2. The method according to claim 1, characterized in that, The employee risk score is determined based on the number of times an employee triggers each abnormal query rule and the rule risk score of each abnormal query rule, including: For each exception query rule, the number of times each employee triggers the exception query rule is sorted. The risk adjustment coefficient for each employee under each anomaly query rule is determined based on the number of triggers after sorting; the risk adjustment coefficient is positively correlated with the number of triggers. The employee risk score is determined by multiplying the risk adjustment coefficient corresponding to each employee under each anomaly query rule by the rule risk score of each anomaly query rule.

3. The method according to claim 1, characterized in that, The process of determining the first list of suspected abnormal employees based on each employee's employee risk score includes: Employees whose risk scores are higher than the first preset value are added to the first list of suspected abnormal employees; and / or Employees whose risk scores are sorted from highest to lowest, representing the first preset percentage, are added to the first list of suspected abnormal employees.

4. The method according to claim 1, characterized in that, The step of determining abnormal employees based on the first list of suspected abnormal employees includes: The employees in the first list of suspected abnormal employees are identified as abnormal employees.
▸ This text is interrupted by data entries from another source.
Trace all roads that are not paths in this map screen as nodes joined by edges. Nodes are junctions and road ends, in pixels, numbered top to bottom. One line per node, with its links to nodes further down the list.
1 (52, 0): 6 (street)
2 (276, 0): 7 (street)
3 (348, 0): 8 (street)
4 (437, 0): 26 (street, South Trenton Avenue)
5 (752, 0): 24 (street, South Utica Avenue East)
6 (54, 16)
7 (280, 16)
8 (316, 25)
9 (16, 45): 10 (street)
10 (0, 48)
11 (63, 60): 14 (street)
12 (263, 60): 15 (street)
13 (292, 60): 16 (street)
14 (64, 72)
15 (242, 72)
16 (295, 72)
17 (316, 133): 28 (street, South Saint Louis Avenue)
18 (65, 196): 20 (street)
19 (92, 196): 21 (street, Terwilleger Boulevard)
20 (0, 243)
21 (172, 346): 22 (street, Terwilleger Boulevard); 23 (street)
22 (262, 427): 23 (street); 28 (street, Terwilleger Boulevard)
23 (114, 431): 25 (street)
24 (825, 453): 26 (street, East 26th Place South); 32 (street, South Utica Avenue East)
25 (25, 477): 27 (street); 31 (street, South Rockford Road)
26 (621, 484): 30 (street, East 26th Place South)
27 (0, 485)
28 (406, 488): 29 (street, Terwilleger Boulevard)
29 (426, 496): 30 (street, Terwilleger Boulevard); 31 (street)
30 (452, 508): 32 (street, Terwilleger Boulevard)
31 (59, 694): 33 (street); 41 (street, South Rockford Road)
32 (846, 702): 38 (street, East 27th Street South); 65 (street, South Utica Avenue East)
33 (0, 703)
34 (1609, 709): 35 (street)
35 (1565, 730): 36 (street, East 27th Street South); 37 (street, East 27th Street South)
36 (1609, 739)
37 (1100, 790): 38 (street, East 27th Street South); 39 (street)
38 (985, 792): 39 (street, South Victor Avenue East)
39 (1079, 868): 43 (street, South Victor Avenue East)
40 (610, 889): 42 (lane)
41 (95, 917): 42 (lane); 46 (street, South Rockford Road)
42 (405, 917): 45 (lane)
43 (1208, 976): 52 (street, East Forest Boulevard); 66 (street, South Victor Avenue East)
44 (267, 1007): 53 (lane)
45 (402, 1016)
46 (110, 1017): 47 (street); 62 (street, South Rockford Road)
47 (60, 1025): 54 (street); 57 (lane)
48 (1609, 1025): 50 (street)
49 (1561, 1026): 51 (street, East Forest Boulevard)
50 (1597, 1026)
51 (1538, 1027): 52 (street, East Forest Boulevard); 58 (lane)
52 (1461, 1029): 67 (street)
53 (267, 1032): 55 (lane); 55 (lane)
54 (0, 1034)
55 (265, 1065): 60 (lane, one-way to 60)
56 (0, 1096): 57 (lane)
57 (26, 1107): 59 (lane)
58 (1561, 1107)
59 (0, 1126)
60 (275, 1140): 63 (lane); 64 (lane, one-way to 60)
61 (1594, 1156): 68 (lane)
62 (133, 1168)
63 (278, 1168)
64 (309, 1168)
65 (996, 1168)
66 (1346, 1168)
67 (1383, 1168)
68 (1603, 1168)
5. The method according to claim 1, characterized in that, The step of determining abnormal employees based on the first list of suspected abnormal employees includes: The employees in the first list of suspected abnormal employees are filtered based on preset rules to obtain the second list of suspected abnormal employees. The employees in the second list of suspected abnormal employees are identified as abnormal employees.

6. An abnormal employee identification device, characterized in that, include: The preset module is used to preset multiple anomaly query rules and determine the level score corresponding to each anomaly query rule based on the historical trigger frequency of each anomaly query rule; the historical trigger frequency is obtained based on the number of times the anomaly query rule is triggered within a preset time period; a risk severity value is set for each anomaly query rule; and a rule risk score corresponding to each anomaly query rule is determined based on the level score and risk severity value of each anomaly query rule using a preset risk matrix. The first determination module is used to determine the employee risk score for each employee based on the number of times the employee triggers each abnormal query rule and the rule risk score of each abnormal query rule. The second determination module is used to determine the first list of suspected abnormal employees based on the employee risk score of each employee. The third determination module determines abnormal employees based on the first list of suspected abnormal employees.

7. An electronic device, characterized in that, include: A processor, and a memory communicatively connected to the processor; The memory stores computer-executed instructions; The processor executes computer execution instructions stored in the memory to implement the method as described in any one of claims 1-5.

8. A computer-readable storage medium, characterized in that, The computer-readable storage medium stores computer-executable instructions, which, when executed by a processor, are used to implement the method as described in any one of claims 1-5.

9. A computer program product, characterized in that, Includes a computer program that, when executed by a processor, implements the method of any one of claims 1-5.